• **Raw data**:
----------------

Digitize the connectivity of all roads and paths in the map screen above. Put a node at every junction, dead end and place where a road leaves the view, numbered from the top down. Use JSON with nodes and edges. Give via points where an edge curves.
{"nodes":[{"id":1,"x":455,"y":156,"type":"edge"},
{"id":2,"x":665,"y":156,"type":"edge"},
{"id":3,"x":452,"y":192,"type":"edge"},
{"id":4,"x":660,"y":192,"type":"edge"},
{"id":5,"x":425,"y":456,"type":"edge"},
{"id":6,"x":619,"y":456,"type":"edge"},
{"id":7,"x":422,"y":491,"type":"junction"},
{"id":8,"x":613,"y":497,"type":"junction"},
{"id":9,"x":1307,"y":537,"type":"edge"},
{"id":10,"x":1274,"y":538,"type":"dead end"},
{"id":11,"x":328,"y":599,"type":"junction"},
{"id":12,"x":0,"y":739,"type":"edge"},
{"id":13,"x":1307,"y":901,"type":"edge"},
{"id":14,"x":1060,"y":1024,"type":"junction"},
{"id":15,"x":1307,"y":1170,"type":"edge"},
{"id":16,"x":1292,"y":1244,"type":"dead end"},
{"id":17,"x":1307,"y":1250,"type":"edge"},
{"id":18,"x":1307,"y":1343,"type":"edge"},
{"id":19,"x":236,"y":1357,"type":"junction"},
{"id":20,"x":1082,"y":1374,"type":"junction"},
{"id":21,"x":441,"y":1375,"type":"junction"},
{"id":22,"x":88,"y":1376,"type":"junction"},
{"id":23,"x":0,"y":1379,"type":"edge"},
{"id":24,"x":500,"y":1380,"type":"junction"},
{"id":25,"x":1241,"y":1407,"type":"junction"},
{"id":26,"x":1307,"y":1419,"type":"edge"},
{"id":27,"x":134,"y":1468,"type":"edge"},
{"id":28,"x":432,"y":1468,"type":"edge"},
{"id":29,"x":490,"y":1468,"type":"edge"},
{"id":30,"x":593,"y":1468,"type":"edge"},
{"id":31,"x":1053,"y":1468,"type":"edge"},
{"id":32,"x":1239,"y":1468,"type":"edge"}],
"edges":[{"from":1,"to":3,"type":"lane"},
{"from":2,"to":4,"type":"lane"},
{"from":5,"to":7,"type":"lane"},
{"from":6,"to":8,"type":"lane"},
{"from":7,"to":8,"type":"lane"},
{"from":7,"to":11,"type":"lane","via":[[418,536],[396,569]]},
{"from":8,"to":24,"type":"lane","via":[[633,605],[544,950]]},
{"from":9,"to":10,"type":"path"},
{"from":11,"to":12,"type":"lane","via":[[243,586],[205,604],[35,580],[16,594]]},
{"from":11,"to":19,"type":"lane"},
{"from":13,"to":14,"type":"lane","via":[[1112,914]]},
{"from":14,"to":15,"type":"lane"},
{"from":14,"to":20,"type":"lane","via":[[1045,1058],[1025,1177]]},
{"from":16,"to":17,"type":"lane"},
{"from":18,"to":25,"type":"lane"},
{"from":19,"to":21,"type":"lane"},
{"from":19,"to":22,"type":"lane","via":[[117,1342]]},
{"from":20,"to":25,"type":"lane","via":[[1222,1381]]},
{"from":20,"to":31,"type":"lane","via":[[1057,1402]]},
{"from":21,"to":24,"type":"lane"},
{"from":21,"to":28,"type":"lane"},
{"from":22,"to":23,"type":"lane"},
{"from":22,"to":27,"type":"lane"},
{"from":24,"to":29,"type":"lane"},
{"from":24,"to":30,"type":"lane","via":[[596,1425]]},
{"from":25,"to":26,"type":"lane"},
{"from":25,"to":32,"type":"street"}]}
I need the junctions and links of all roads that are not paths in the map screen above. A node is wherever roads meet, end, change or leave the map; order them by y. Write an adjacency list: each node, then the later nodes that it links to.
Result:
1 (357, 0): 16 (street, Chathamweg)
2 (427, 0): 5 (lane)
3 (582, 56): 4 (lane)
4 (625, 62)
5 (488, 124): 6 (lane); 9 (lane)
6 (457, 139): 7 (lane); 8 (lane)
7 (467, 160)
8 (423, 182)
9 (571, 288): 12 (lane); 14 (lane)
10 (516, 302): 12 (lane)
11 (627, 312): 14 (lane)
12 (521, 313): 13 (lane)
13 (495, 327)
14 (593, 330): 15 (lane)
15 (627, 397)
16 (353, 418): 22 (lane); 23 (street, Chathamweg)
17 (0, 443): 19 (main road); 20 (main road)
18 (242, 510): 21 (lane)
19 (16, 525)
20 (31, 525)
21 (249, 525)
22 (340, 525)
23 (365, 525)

----------------

• **Required work**:
The full listing above should be transcribed exactly.

• **Answer for this exercise**:
Digitize the connectivity of all roads and paths in the map screen above. Put a node at every junction, dead end and place where a road leaves the view, numbered from the top down. Use JSON with nodes and edges. Give via points where an edge curves.
{"nodes":[{"id":1,"x":455,"y":156,"type":"edge"},
{"id":2,"x":665,"y":156,"type":"edge"},
{"id":3,"x":452,"y":192,"type":"edge"},
{"id":4,"x":660,"y":192,"type":"edge"},
{"id":5,"x":425,"y":456,"type":"edge"},
{"id":6,"x":619,"y":456,"type":"edge"},
{"id":7,"x":422,"y":491,"type":"junction"},
{"id":8,"x":613,"y":497,"type":"junction"},
{"id":9,"x":1307,"y":537,"type":"edge"},
{"id":10,"x":1274,"y":538,"type":"dead end"},
{"id":11,"x":328,"y":599,"type":"junction"},
{"id":12,"x":0,"y":739,"type":"edge"},
{"id":13,"x":1307,"y":901,"type":"edge"},
{"id":14,"x":1060,"y":1024,"type":"junction"},
{"id":15,"x":1307,"y":1170,"type":"edge"},
{"id":16,"x":1292,"y":1244,"type":"dead end"},
{"id":17,"x":1307,"y":1250,"type":"edge"},
{"id":18,"x":1307,"y":1343,"type":"edge"},
{"id":19,"x":236,"y":1357,"type":"junction"},
{"id":20,"x":1082,"y":1374,"type":"junction"},
{"id":21,"x":441,"y":1375,"type":"junction"},
{"id":22,"x":88,"y":1376,"type":"junction"},
{"id":23,"x":0,"y":1379,"type":"edge"},
{"id":24,"x":500,"y":1380,"type":"junction"},
{"id":25,"x":1241,"y":1407,"type":"junction"},
{"id":26,"x":1307,"y":1419,"type":"edge"},
{"id":27,"x":134,"y":1468,"type":"edge"},
{"id":28,"x":432,"y":1468,"type":"edge"},
{"id":29,"x":490,"y":1468,"type":"edge"},
{"id":30,"x":593,"y":1468,"type":"edge"},
{"id":31,"x":1053,"y":1468,"type":"edge"},
{"id":32,"x":1239,"y":1468,"type":"edge"}],
"edges":[{"from":1,"to":3,"type":"lane"},
{"from":2,"to":4,"type":"lane"},
{"from":5,"to":7,"type":"lane"},
{"from":6,"to":8,"type":"lane"},
{"from":7,"to":8,"type":"lane"},
{"from":7,"to":11,"type":"lane","via":[[418,536],[396,569]]},
{"from":8,"to":24,"type":"lane","via":[[633,605],[544,950]]},
{"from":9,"to":10,"type":"path"},
{"from":11,"to":12,"type":"lane","via":[[243,586],[205,604],[35,580],[16,594]]},
{"from":11,"to":19,"type":"lane"},
{"from":13,"to":14,"type":"lane","via":[[1112,914]]},
{"from":14,"to":15,"type":"lane"},
{"from":14,"to":20,"type":"lane","via":[[1045,1058],[1025,1177]]},
{"from":16,"to":17,"type":"lane"},
{"from":18,"to":25,"type":"lane"},
{"from":19,"to":21,"type":"lane"},
{"from":19,"to":22,"type":"lane","via":[[117,1342]]},
{"from":20,"to":25,"type":"lane","via":[[1222,1381]]},
{"from":20,"to":31,"type":"lane","via":[[1057,1402]]},
{"from":21,"to":24,"type":"lane"},
{"from":21,"to":28,"type":"lane"},
{"from":22,"to":23,"type":"lane"},
{"from":22,"to":27,"type":"lane"},
{"from":24,"to":29,"type":"lane"},
{"from":24,"to":30,"type":"lane","via":[[596,1425]]},
{"from":25,"to":26,"type":"lane"},
{"from":25,"to":32,"type":"street"}]}
I need the junctions and links of all roads that are not paths in the map screen above. A node is wherever roads meet, end, change or leave the map; order them by y. Write an adjacency list: each node, then the later nodes that it links to.
Result:
1 (357, 0): 16 (street, Chathamweg)
2 (427, 0): 5 (lane)
3 (582, 56): 4 (lane)
4 (625, 62)
5 (488, 124): 6 (lane); 9 (lane)
6 (457, 139): 7 (lane); 8 (lane)
7 (467, 160)
8 (423, 182)
9 (571, 288): 12 (lane); 14 (lane)
10 (516, 302): 12 (lane)
11 (627, 312): 14 (lane)
12 (521, 313): 13 (lane)
13 (495, 327)
14 (593, 330): 15 (lane)
15 (627, 397)
16 (353, 418): 22 (lane); 23 (street, Chathamweg)
17 (0, 443): 19 (main road); 20 (main road)
18 (242, 510): 21 (lane)
19 (16, 525)
20 (31, 525)
21 (249, 525)
22 (340, 525)
23 (365, 525)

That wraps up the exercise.